*TO DO*
The word "Campus" marks the lines you need; copy each of them from the data.

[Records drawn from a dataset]
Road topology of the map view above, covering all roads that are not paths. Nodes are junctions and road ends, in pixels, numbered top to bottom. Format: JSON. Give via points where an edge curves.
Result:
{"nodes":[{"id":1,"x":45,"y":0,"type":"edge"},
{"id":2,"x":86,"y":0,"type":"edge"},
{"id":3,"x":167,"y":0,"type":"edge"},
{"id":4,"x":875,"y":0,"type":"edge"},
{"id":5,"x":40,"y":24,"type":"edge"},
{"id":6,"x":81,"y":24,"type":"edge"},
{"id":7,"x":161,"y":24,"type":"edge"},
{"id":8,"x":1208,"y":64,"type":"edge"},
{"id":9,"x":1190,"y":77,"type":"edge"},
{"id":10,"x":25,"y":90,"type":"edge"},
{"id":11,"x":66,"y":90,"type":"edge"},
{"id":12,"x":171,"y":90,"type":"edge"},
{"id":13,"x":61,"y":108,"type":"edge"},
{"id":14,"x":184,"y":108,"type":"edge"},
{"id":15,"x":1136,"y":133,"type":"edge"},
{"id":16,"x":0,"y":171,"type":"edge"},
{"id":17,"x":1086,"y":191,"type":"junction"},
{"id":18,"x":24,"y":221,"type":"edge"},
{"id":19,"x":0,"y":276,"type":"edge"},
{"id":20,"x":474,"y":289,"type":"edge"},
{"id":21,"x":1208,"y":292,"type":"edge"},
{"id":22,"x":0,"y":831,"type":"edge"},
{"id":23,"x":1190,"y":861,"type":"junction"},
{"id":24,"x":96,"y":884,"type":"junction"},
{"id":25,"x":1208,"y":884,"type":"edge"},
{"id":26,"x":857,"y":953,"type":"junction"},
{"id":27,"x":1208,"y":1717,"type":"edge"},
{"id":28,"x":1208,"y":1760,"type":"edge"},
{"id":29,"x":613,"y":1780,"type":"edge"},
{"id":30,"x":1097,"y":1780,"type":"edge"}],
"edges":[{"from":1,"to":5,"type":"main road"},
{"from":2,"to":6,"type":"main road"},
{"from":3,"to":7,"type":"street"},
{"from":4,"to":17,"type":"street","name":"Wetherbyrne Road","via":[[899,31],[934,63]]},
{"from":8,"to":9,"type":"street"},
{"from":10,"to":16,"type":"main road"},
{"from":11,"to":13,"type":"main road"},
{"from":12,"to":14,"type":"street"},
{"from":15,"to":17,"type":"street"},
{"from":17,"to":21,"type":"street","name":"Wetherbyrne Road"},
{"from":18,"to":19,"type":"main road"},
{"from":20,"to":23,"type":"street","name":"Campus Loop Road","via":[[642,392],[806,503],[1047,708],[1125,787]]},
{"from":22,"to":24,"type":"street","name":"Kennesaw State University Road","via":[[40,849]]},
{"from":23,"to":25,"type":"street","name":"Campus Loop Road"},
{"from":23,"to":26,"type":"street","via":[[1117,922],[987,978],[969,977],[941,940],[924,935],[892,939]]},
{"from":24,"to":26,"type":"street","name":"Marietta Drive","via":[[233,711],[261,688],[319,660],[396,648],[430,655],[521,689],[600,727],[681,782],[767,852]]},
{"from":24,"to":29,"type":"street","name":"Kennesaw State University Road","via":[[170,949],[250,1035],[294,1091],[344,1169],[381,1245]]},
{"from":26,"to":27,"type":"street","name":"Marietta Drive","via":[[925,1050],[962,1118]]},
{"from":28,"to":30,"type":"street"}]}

*EXERCISE OUTPUT*
{"from":20,"to":23,"type":"street","name":"Campus Loop Road","via":[[642,392],[806,503],[1047,708],[1125,787]]},
{"from":23,"to":25,"type":"street","name":"Campus Loop Road"},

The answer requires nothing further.